| HN Mirror

Y	Hacker News new \| ask \| show \| jobs

by ribit 795 days ago

> Perhaps, though on VQSort it was more like 50% the performance.

I looked at the paper and my interpretation is that the performance delta between M1 (Neon) and the Xeon (AVX2) can be fully explained by the difference in clock (3.7 vs 3.3 Ghz) and the difference in L1D bandwidth (48byes/cycle vs. 128bytes/cycle). I don't see any evidence here that narrow SIMD is less efficient.

The AVX-512 is much faster, but that is because it has hardware features (most importantly, compact) that are central to the algorithm. On AVX2 and Neon these are emulated with slower sequences.

1 comments

janwas 795 days ago

Note that compact/compress are not actually the key enablers: also with AVX-512 we use table lookups for u64 keys, because this allows us to actually partition a vector and write it both to the left and write sides, as opposed to compressing twice and writing those individually.

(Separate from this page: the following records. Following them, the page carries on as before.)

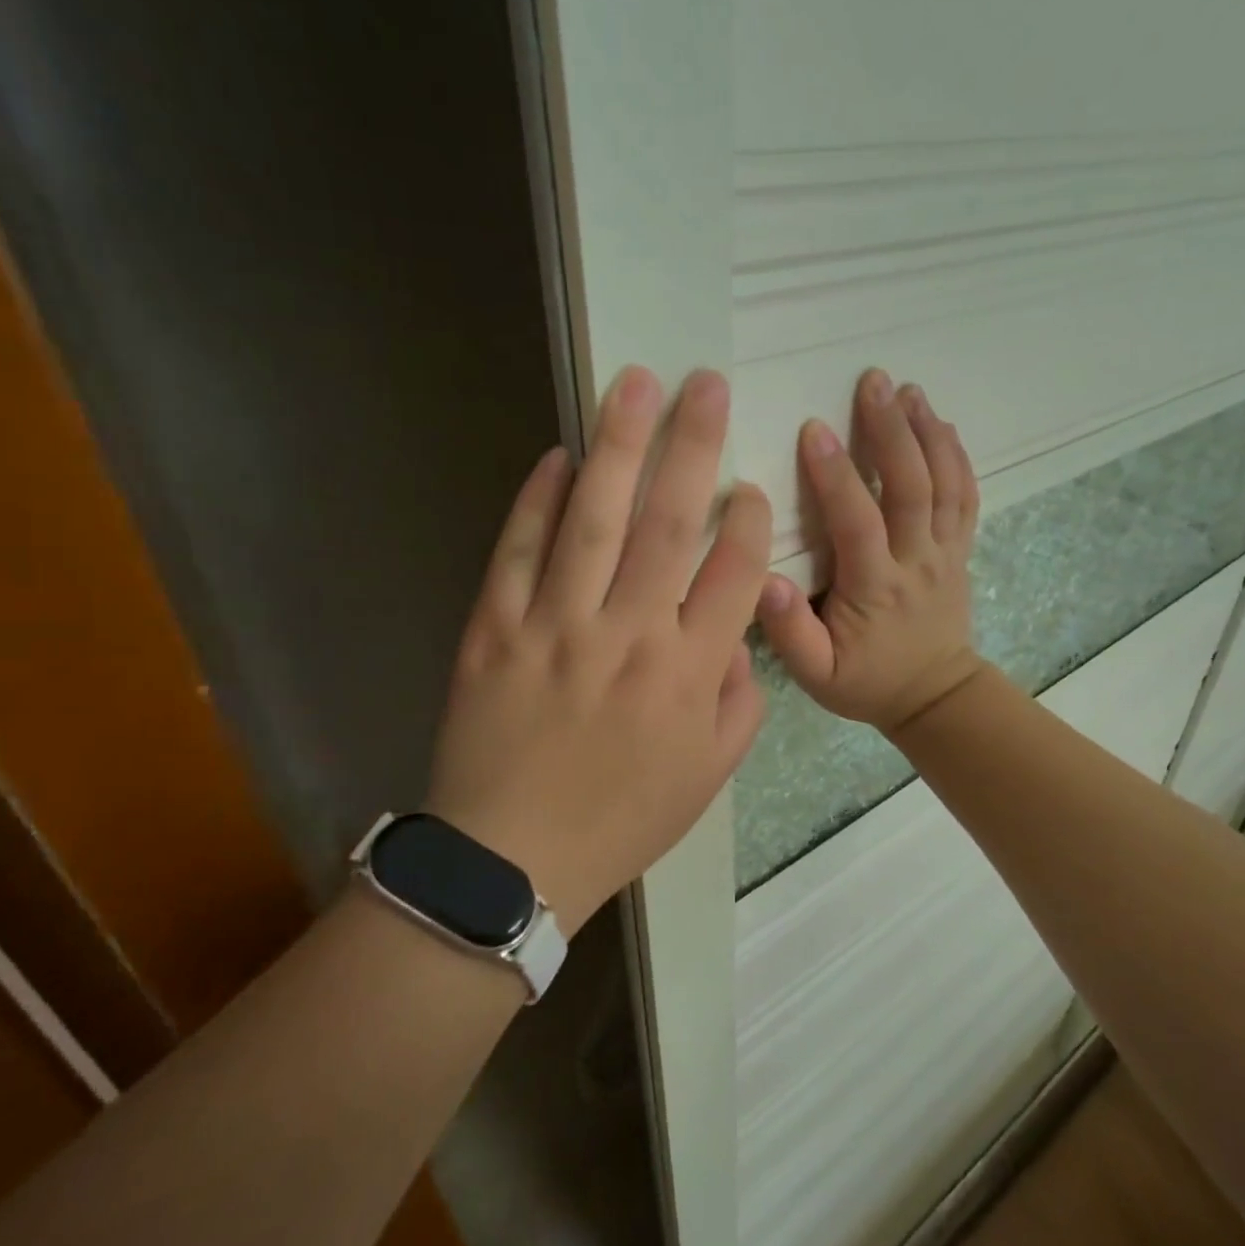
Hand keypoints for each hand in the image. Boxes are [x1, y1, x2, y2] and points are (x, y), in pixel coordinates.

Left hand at [425, 367, 770, 931]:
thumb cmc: (622, 818)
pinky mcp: (495, 628)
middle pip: (668, 523)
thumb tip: (737, 635)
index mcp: (688, 672)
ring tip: (634, 385)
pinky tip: (559, 456)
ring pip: (594, 519)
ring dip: (617, 446)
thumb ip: (740, 701)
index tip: (749, 484)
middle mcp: (628, 634)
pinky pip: (519, 550)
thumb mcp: (709, 775)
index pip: (733, 573)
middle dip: (693, 446)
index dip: (748, 519)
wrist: (511, 861)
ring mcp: (556, 625)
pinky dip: (539, 499)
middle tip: (706, 384)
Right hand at [759, 369, 985, 734]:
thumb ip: (790, 632)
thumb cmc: (866, 682)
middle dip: (892, 431)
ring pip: (944, 484)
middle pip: (910, 487)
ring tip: (908, 389)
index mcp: (876, 588)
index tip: (813, 429)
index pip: (858, 522)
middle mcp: (916, 561)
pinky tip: (942, 425)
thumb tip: (764, 581)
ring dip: (927, 432)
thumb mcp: (817, 675)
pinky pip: (965, 497)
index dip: (836, 475)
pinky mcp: (959, 550)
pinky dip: (957, 457)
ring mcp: (945, 552)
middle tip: (873, 382)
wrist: (935, 697)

Isn't the L1d bandwidth tied to the SIMD width, i.e., it would be unachievable on Skylake if also only using 128-bit vectors there?

link

ribit 795 days ago

> Note that compact/compress are not actually the key enablers: also with AVX-512 we use table lookups for u64 keys, because this allows us to actually partition a vector and write it both to the left and write sides, as opposed to compressing twice and writing those individually.

That is interesting! So do I understand you correctly that the 512b vectors allow you to implement the algorithm more efficiently? That would indeed be a nice argument for longer SIMD

> Isn't the L1d bandwidth tied to the SIMD width, i.e., it would be unachievable on Skylake if also only using 128-bit vectors there?

It's a hardware detail. Intel does tie it to SIMD width, but it doesn't have to be the case. For example, Apple has 4x128b units but can only load up to 48 bytes (I am not sure about the granularity of the loads) per cycle.

link

janwas 795 days ago

Right, longer vectors let us write more elements at a time.

I agree that the number of L1 load ports (or issue width) is also a parameter: that times the SIMD width gives us the bandwidth. It will be interesting to see what AMD Zen5 brings to the table here.

link